Polychlorinated Biphenyl Quinone Promotes Atherosclerosis through Lipid Accumulation and Endoplasmic Reticulum Stress via CD36.

Chem Res Toxicol 2020 06 29;33(6):1497-1507. Epub 2020 May 29.

College of Pharmaceutical Sciences, Southwest University, Chongqing 400715, People's Republic of China.

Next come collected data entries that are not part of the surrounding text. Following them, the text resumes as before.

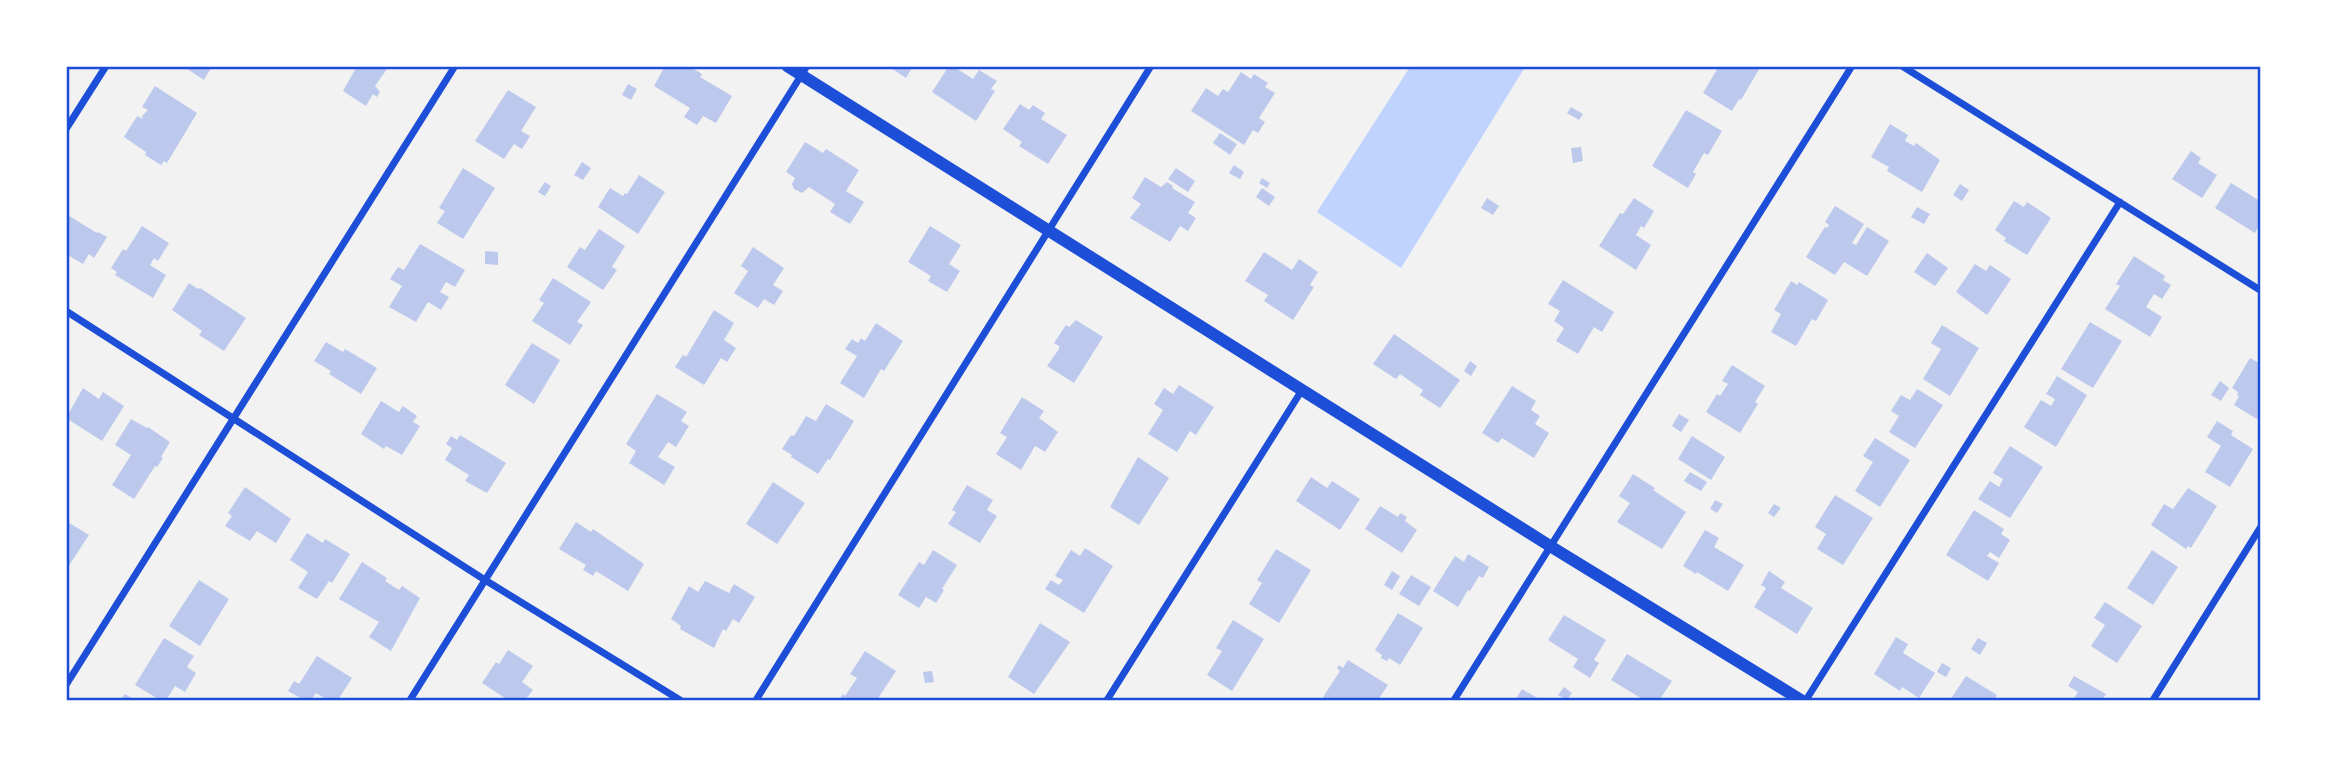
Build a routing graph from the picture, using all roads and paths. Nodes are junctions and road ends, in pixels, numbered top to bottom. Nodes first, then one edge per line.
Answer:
1 (106, 66) edge
2 (455, 66) edge
3 (788, 66) edge
4 (1152, 66) edge
5 (1852, 66) edge
6 (1902, 66) edge
7 (804, 71) edge
8 (66, 130) edge
9 (2120, 202) junction
10 (1048, 230) junction
11 (2260, 290) edge
12 (66, 311) edge
13 (1302, 390) junction
14 (236, 418) junction
15 (2260, 528) edge
16 (1550, 546) junction
17 (485, 580) junction
18 (66, 685) edge
19 (410, 701) edge
20 (680, 701) edge
21 (756, 701) edge
22 (1107, 701) edge
23 (1454, 701) edge
24 (1804, 701) edge
25 (2153, 701) edge

1 - 8 street
2 - 14 street
3 - 7 street
4 - 10 street
5 - 16 street
6 - 9 street
7 - 10 street
7 - 17 street
9 - 11 street
9 - 24 street
10 - 13 street
10 - 21 street
12 - 14 street
13 - 16 street
13 - 22 street
14 - 17 street
14 - 18 street
15 - 25 street
16 - 23 street
16 - 24 street
17 - 19 street
17 - 20 street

Polychlorinated biphenyls (PCBs) are persistent organic environmental pollutants. According to previous epidemiological reports, PCBs exposure is highly related to atherosclerosis. However, studies of PCBs metabolites and atherosclerosis and corresponding mechanism studies are scarce. In this study, we evaluated the effect of 2,3,5-trichloro-6-phenyl-[1,4]-benzoquinone (PCB29-pQ), a presumptive PCB metabolite, on atherosclerosis. Aortic plaques were increased in PCB29-pQ-treated ApoE mice [intraperitoneally (i.p.) injection of 5 mg/kg body weight of PCB29-pQ once a week for 12 continuous weeks, high-fat feeding]. We observed lipids accumulation and the release of interleukin-1 beta (IL-1β), tumor necrosis factor alpha (TNF-α), and interleukin-6 (IL-6) in ApoE mice. In addition, we found that PCB29-pQ promoted the levels of total cholesterol, free cholesterol, triglyceride, and cholesteryl ester. Mechanism investigation indicated that PCB29-pQ induces the activation of three branches of endoplasmic reticulum (ER) stress response, that is, phosphorylated protein kinase R-like ER kinase (p-PERK), eukaryotic translation initiation factor 2α (eIF2α) and transcription factor 6 (ATF6), which is responsible for downstream necrosis. More importantly, we found the silence of CD36 is able to reverse PCB29-pQ-induced adverse effects completely. Overall, PCB29-pQ exposure resulted in lipid accumulation, ER stress response, apoptosis, and pro-inflammatory cytokines release via CD36, ultimately leading to atherosclerosis.